En moge elk mensch den anderen opbeuren.
| |
[pagina 140]
| |
VI.
's Menschen geluk is als de wind, die vaart
Door het zoo geheimzinnig-op weg-deinend,
Stil in zich-zelve levende, verkwijnend
Later dan weer, kortstondige geblaart,
Dat niet wil leven, bewustlijk opschijnend,
Dus schijnend, ijdele schijn zijnd, bezwaard
Van donkere aardschheid en in de aard' verdwijnend. ...
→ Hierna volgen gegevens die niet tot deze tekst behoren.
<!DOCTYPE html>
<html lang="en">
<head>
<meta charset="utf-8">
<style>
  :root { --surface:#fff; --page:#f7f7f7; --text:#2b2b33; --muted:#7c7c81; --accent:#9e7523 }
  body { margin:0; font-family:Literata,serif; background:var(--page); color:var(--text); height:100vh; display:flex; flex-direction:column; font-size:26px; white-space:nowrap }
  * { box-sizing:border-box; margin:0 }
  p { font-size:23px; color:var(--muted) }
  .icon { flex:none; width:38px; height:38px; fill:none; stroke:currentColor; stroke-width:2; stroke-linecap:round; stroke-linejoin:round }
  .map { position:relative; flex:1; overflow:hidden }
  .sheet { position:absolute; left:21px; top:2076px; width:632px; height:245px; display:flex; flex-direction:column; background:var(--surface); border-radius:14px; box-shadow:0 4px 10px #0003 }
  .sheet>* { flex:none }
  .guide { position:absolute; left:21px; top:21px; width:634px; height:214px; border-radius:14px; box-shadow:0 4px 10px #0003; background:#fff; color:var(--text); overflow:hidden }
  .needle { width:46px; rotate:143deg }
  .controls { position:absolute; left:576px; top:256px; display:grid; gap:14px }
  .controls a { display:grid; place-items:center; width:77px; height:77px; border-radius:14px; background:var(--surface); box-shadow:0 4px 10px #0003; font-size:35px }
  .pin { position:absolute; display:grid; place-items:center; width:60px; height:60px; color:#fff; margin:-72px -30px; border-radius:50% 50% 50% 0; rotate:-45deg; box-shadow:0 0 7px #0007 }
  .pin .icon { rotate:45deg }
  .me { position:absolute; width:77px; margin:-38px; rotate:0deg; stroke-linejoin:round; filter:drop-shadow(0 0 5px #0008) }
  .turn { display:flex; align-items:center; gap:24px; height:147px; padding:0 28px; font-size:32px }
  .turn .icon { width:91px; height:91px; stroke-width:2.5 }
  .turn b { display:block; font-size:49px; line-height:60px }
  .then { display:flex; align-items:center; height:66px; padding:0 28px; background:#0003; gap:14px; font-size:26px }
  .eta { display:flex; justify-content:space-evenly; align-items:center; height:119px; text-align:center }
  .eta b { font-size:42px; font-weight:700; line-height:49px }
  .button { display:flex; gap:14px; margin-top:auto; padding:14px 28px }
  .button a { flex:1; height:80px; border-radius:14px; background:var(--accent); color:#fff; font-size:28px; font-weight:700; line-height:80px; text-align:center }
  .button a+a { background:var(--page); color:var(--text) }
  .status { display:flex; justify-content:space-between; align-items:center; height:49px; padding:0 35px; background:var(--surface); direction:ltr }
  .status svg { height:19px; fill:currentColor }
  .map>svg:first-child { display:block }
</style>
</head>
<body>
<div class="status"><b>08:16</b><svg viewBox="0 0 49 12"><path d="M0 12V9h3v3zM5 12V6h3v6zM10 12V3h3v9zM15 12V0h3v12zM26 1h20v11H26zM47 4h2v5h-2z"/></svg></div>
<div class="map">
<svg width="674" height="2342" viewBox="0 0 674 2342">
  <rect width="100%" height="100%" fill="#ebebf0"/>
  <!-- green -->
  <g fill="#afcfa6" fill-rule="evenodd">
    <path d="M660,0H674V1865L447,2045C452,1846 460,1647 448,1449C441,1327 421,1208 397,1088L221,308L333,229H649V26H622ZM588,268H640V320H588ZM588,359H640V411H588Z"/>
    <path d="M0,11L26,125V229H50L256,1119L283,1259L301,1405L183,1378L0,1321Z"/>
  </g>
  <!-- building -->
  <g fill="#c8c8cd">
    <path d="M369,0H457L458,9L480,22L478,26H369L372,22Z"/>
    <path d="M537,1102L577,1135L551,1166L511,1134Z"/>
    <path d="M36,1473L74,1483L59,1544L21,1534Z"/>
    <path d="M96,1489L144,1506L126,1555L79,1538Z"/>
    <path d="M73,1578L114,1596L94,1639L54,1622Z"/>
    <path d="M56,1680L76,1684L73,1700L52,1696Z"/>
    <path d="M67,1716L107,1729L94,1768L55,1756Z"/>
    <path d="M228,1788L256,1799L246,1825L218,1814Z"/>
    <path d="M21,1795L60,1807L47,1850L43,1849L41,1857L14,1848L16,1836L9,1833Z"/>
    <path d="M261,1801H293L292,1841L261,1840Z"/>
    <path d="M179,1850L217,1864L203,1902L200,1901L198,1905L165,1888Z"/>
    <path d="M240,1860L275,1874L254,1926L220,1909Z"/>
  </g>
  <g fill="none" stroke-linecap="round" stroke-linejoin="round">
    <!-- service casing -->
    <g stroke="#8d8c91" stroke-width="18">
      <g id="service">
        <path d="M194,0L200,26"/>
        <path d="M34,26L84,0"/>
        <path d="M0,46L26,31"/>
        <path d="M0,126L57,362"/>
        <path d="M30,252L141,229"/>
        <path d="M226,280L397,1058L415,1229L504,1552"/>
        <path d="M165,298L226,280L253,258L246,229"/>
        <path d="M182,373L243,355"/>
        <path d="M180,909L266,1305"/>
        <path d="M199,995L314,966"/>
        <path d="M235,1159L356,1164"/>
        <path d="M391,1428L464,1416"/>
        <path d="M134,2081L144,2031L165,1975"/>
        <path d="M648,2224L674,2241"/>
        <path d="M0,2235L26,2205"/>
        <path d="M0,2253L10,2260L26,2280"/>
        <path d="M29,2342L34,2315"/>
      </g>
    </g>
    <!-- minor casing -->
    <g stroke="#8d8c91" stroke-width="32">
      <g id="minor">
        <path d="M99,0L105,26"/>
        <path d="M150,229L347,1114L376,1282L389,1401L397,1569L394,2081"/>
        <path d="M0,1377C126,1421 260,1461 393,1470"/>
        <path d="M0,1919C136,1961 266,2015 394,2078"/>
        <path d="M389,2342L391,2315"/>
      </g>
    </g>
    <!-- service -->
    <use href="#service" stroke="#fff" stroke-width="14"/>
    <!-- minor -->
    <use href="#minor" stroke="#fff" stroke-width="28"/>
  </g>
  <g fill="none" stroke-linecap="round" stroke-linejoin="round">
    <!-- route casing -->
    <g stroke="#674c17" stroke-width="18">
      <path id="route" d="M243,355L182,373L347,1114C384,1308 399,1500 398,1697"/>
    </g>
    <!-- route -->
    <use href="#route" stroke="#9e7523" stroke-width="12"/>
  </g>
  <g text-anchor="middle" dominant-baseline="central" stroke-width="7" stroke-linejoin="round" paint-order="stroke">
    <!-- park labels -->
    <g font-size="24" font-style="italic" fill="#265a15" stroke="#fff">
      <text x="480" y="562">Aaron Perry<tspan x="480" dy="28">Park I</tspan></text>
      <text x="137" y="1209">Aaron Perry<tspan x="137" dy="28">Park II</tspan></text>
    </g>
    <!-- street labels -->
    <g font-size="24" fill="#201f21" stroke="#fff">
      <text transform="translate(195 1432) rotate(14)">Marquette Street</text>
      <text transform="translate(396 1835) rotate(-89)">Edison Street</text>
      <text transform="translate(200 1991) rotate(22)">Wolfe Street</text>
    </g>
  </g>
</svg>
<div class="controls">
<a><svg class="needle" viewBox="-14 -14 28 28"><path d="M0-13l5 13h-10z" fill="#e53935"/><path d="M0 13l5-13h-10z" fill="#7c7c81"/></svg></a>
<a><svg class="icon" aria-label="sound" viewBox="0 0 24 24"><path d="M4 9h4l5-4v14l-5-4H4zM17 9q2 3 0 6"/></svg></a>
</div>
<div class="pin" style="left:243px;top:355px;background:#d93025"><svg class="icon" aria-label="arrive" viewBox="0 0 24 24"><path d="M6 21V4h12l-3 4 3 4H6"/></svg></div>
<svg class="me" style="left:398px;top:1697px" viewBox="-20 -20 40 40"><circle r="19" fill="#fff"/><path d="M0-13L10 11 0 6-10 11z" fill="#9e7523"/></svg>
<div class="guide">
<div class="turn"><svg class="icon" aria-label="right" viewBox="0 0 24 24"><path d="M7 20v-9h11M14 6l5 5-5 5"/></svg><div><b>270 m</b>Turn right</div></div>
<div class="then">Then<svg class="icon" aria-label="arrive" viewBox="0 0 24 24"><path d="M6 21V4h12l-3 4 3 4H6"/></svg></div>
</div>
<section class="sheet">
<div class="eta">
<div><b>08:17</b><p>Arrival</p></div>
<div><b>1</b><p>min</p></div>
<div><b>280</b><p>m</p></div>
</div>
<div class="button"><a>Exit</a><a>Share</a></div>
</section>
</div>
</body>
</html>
Waarachtig mensch leef of ge een boom-blad waart.
Zwak-trotsche menschjes, gij, die brast in zwelging
Van uw verdoemelijk verstand, dat niets
Mag zijn voor elk zelf, als dat zelf is Iets.
O laat ons drieën zijn grandiooslijk-teerlijk
En in ons zelf devotelijk ondeerlijk...
Machtlooze menschentrots, uw doem's verdelging.
| |
[pagina 141]
| |
VII.
God wil mij dulden, want zoo durf ik Hem
Dulden gedraagzaam in staag-schoon verblijden,
Mág Hem geduldig dulden in den wijden
Omtrek mijns geestes, die kracht krijgt uit Hem.
O wie niet hooren in zich-zelf Gods stem,
O, o dat die quasi-menschen mij mijden,
Eerst wie verdraagzaampjes-naarstiglijk lijden
Mogen komen wel van zelven tot Hem.
O ik ben eindeloos lief begenadigd,
Daar ik mijn arm zelf als een vreemd mensch ken,
Wisselend stil in dein-bewegend wroeten.
God ziet het al, 't zijn Ceremoniën,
Maar waar we God, God mee groeten, als zoeten.
Mensch, wees een kind van menschen, dus goed-dadig.